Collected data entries

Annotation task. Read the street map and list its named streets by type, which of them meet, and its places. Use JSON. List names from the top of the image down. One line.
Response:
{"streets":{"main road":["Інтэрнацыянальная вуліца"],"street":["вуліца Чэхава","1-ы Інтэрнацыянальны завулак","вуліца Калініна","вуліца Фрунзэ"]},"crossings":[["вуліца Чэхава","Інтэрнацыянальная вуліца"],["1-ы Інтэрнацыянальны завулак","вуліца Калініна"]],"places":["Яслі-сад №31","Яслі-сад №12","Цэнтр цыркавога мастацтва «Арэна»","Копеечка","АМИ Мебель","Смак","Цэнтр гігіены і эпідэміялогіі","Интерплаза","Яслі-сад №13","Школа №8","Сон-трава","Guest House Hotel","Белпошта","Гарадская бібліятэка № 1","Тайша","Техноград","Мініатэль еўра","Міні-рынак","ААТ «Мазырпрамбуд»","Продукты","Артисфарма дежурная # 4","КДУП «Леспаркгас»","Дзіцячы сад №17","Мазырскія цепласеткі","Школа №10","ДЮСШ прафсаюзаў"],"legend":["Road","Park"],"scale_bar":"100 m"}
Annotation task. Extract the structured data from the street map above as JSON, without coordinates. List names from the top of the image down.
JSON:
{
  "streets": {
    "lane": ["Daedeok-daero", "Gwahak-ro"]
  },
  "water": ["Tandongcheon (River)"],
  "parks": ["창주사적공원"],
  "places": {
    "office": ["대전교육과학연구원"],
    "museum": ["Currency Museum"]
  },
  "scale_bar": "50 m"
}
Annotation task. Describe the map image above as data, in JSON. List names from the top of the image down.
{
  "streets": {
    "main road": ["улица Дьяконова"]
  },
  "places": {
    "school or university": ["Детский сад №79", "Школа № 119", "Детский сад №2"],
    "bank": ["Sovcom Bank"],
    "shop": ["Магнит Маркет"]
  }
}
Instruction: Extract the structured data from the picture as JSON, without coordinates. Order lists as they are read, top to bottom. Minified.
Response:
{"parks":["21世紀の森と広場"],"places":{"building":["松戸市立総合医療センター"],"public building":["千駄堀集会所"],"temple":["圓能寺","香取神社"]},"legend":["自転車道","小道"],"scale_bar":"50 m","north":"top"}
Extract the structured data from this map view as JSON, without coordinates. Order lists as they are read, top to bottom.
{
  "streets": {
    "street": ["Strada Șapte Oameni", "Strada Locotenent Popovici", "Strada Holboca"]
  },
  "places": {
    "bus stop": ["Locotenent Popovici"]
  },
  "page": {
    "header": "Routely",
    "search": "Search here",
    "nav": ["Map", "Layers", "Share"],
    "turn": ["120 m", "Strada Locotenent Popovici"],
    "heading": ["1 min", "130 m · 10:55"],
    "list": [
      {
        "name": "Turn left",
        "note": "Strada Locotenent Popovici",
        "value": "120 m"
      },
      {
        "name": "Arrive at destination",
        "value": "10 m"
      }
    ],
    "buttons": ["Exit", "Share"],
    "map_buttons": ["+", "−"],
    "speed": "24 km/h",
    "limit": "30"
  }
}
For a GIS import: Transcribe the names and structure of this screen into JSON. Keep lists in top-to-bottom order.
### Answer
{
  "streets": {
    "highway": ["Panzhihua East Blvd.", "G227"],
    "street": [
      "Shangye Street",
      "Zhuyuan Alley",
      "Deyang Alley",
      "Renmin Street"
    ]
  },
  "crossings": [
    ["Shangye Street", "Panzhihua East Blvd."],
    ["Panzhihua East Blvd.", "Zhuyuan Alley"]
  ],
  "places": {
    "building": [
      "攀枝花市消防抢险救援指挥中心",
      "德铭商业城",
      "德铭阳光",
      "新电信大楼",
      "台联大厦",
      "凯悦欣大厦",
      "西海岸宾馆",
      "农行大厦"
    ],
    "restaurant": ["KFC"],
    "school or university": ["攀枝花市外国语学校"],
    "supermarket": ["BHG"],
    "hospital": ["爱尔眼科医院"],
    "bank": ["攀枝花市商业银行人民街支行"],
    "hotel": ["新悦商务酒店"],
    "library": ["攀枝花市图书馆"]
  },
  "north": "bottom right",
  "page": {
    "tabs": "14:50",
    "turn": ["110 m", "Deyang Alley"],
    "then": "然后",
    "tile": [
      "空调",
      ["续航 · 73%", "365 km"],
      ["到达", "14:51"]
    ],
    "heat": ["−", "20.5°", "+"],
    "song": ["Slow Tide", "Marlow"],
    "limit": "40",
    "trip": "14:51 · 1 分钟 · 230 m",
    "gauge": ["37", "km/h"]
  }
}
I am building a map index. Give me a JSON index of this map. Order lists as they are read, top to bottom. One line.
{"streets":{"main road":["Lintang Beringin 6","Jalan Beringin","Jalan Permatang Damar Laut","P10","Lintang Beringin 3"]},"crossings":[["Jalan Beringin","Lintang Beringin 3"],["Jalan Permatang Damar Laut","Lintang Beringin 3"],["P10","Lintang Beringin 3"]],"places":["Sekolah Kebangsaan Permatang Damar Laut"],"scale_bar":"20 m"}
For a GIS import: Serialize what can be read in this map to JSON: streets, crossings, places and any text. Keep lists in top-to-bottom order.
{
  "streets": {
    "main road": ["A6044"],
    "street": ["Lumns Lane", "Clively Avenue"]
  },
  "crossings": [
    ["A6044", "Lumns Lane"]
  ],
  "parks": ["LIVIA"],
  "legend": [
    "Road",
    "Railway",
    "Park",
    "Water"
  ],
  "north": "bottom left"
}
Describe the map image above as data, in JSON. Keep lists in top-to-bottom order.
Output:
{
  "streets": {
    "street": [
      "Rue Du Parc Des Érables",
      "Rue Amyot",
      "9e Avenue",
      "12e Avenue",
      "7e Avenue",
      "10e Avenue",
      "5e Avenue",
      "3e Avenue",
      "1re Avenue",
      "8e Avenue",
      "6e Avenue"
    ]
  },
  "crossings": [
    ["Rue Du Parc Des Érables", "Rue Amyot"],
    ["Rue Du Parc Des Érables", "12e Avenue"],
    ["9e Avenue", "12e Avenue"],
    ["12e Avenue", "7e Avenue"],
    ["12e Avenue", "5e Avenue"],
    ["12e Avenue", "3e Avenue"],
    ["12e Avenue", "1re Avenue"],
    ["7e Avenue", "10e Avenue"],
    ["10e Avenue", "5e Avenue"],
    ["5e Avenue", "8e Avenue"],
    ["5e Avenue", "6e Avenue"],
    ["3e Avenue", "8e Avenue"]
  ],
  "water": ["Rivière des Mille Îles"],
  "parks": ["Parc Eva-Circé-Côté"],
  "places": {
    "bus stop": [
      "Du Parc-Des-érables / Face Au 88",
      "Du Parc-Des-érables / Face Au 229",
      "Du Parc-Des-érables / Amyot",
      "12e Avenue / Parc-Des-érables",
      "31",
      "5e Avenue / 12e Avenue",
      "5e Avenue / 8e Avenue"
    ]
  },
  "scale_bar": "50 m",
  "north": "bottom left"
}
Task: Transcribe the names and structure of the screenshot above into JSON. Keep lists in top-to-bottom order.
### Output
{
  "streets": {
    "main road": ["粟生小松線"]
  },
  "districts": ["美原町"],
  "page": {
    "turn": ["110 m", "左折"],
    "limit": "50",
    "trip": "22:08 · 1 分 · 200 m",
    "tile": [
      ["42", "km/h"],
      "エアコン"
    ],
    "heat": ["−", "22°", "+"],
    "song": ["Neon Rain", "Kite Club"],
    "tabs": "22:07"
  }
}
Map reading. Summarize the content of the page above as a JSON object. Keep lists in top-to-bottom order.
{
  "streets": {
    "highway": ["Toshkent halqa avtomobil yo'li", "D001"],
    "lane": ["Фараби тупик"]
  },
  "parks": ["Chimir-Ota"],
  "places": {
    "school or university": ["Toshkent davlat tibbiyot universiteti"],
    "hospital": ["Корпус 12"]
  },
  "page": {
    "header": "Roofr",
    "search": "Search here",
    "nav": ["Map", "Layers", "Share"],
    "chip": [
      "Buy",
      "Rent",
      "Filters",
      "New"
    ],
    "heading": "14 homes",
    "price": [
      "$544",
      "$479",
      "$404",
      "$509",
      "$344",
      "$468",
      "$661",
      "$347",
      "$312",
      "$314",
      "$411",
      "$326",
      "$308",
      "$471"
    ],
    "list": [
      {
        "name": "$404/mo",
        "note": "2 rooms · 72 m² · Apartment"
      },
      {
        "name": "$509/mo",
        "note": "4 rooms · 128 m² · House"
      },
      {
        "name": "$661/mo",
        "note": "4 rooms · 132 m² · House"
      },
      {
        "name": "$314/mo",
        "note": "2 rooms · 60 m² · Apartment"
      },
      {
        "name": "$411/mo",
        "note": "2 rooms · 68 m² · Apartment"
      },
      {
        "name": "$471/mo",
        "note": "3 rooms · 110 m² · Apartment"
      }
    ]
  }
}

### What is required
Where in the records does the string "Transcribe" appear? Copy every line that has it.

### Exercise result
For a GIS import: Transcribe the names and structure of this screen into JSON. Keep lists in top-to-bottom order.
Task: Transcribe the names and structure of the screenshot above into JSON. Keep lists in top-to-bottom order.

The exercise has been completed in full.